[Stored data entries]
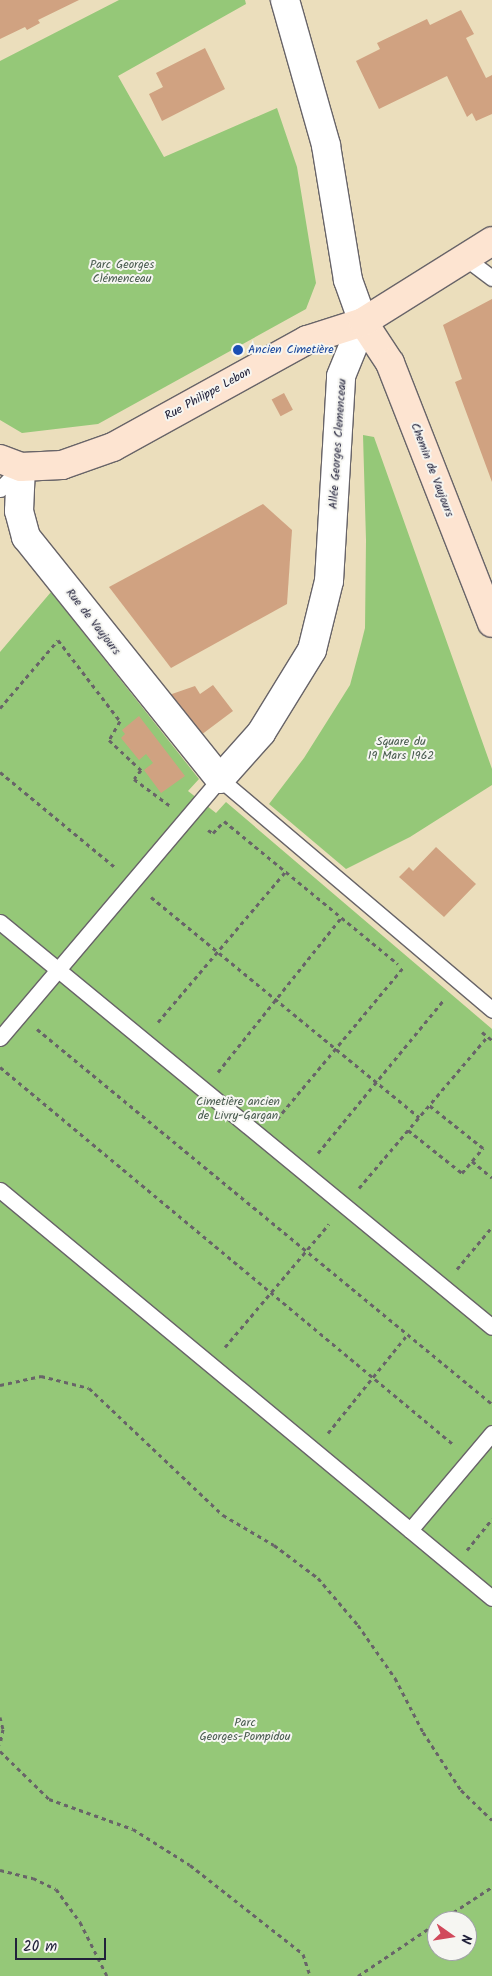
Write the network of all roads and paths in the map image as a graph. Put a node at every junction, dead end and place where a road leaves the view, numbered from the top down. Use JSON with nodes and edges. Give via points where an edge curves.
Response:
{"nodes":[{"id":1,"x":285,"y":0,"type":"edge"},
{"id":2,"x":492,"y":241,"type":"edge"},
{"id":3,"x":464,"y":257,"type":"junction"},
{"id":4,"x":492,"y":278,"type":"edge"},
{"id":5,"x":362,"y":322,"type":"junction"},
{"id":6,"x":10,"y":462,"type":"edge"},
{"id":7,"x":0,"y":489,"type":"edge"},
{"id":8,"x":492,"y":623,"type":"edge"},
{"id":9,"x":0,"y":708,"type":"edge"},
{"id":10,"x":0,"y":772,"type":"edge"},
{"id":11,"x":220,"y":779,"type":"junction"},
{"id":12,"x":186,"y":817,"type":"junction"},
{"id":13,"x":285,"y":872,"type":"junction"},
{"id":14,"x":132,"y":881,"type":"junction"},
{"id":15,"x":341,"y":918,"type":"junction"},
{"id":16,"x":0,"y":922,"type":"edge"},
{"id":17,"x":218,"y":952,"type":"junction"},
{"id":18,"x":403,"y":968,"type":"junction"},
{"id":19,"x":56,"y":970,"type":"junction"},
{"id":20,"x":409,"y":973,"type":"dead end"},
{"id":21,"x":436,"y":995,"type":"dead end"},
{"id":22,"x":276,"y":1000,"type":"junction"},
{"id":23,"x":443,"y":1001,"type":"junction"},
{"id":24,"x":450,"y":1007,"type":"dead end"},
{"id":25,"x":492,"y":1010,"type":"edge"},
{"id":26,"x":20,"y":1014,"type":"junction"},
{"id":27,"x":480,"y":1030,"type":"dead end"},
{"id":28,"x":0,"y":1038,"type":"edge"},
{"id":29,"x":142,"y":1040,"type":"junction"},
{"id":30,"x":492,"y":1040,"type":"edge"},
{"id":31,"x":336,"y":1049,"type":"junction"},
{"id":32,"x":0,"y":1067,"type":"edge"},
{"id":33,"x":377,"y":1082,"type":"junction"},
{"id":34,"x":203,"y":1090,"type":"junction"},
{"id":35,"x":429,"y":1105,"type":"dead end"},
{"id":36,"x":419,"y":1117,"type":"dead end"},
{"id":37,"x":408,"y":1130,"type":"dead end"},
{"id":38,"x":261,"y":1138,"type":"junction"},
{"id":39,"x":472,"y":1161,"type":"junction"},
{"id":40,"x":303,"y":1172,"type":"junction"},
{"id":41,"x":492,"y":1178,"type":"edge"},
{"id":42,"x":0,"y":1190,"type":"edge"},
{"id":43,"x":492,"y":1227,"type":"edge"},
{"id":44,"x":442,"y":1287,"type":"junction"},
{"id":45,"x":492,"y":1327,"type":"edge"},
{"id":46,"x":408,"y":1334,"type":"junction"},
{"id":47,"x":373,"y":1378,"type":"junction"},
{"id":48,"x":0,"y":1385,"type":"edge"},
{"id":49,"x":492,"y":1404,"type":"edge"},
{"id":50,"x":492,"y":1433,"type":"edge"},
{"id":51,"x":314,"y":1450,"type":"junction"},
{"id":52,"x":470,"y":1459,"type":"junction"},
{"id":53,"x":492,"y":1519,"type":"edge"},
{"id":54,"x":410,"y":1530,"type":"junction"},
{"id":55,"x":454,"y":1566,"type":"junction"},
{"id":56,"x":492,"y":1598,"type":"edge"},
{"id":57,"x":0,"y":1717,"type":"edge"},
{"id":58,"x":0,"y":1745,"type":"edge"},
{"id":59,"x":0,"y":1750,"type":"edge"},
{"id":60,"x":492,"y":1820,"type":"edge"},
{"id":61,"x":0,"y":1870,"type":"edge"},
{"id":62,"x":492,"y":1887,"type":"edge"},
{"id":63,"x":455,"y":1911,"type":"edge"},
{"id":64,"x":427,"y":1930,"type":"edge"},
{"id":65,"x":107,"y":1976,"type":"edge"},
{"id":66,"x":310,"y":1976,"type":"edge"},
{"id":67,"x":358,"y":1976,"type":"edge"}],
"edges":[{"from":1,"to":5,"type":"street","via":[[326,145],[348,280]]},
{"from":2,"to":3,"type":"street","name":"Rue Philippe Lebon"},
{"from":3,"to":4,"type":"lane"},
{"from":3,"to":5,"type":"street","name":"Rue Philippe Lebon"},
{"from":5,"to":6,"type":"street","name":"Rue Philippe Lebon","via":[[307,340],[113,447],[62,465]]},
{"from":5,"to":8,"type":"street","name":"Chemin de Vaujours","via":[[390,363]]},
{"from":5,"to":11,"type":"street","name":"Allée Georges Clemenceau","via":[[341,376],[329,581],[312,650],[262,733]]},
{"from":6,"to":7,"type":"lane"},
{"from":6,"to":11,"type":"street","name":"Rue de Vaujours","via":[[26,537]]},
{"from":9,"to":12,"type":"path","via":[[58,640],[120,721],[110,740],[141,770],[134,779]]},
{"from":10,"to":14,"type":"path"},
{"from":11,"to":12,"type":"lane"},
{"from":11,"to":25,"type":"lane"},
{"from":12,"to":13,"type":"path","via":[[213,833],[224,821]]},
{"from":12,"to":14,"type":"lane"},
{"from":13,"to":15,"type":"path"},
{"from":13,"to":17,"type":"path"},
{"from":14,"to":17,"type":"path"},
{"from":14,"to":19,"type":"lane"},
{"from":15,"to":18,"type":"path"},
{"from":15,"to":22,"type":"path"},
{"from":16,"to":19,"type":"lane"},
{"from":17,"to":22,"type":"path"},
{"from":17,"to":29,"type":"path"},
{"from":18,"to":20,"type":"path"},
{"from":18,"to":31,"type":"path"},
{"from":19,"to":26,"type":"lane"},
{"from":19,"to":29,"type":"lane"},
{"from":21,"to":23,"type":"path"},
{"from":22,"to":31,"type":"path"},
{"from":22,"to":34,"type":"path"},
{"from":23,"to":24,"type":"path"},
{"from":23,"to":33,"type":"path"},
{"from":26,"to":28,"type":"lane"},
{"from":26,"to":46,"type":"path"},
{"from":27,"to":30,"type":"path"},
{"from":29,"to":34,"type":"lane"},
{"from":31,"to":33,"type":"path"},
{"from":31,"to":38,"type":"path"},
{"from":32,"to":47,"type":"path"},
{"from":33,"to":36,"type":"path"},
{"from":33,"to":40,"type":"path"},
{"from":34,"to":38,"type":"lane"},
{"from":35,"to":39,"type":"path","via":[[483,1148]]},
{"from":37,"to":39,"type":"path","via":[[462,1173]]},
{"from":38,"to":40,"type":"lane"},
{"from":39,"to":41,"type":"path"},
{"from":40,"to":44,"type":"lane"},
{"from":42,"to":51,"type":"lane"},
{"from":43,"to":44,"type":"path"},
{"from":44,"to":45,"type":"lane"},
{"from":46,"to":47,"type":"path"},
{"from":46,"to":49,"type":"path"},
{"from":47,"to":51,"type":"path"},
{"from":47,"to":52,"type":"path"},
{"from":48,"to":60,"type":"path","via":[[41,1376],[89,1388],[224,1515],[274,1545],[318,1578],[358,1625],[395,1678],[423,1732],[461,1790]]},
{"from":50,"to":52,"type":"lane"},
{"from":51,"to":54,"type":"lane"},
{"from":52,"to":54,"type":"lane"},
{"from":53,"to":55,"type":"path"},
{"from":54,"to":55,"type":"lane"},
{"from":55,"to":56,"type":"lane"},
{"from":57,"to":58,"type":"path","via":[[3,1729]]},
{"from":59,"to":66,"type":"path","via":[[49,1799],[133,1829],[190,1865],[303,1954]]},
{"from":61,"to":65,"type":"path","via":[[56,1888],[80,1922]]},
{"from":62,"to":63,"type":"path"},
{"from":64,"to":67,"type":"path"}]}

==

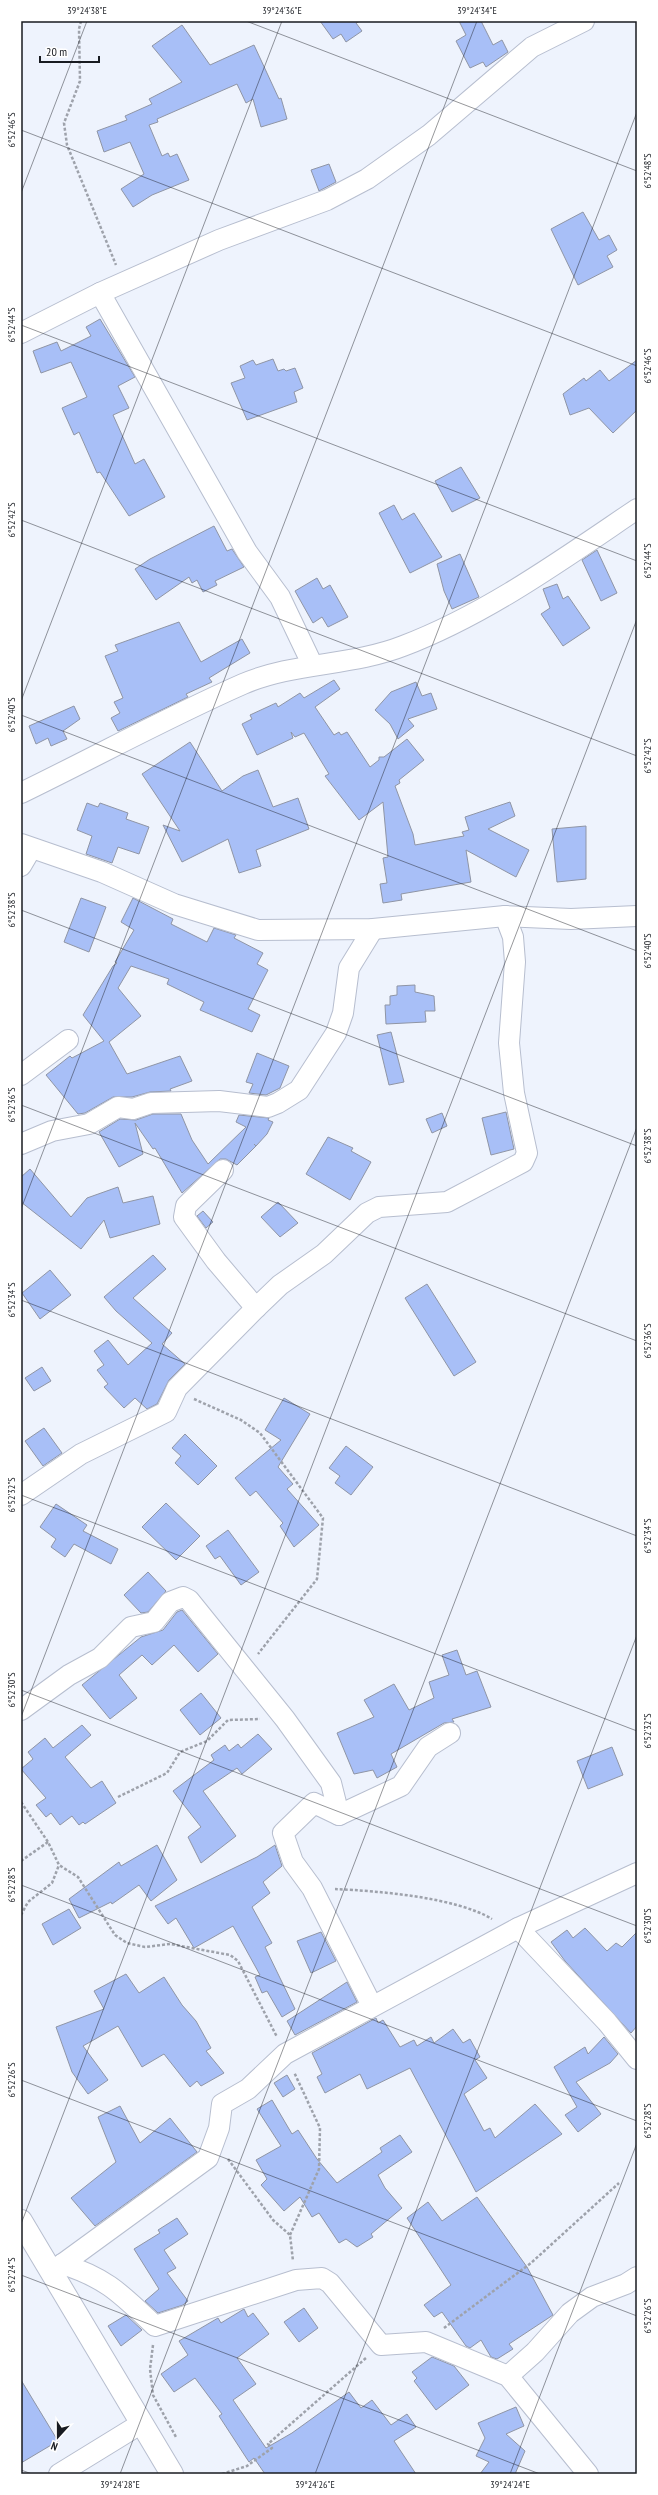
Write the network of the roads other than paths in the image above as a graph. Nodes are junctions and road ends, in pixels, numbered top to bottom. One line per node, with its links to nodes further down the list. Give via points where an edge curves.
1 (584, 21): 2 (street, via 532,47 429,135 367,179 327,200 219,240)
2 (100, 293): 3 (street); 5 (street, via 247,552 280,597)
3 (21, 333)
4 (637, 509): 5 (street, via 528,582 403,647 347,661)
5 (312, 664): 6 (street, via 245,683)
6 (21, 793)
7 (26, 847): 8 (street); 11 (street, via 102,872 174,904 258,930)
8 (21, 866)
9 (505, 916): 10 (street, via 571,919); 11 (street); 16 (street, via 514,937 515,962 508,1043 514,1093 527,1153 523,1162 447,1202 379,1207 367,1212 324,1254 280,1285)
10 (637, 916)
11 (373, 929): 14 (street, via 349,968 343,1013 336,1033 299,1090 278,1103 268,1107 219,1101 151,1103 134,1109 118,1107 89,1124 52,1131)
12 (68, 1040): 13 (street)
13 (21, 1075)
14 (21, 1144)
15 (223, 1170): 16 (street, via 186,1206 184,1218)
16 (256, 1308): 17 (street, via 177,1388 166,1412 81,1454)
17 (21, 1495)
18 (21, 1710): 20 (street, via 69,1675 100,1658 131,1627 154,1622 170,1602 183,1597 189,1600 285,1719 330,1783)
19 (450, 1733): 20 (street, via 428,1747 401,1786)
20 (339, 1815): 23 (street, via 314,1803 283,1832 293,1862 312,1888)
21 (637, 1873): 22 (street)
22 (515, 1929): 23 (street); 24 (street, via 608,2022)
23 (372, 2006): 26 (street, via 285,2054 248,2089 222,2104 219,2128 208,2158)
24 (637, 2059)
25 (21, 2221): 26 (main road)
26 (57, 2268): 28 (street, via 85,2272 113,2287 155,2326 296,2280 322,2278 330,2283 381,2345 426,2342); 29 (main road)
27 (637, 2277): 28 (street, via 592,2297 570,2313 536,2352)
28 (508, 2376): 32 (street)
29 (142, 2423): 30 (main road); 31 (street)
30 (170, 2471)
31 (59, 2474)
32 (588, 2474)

* _Task_: Once you find the string "Give" in a line of the records, copy that line.

* _Solution for this problem_:
Write the network of all roads and paths in the map image as a graph. Put a node at every junction, dead end and place where a road leaves the view, numbered from the top down. Use JSON with nodes and edges. Give via points where an edge curves.
Write the network of the roads other than paths in the image above as a graph. Nodes are junctions and road ends, in pixels, numbered top to bottom. One line per node, with its links to nodes further down the list. Give via points where an edge curves.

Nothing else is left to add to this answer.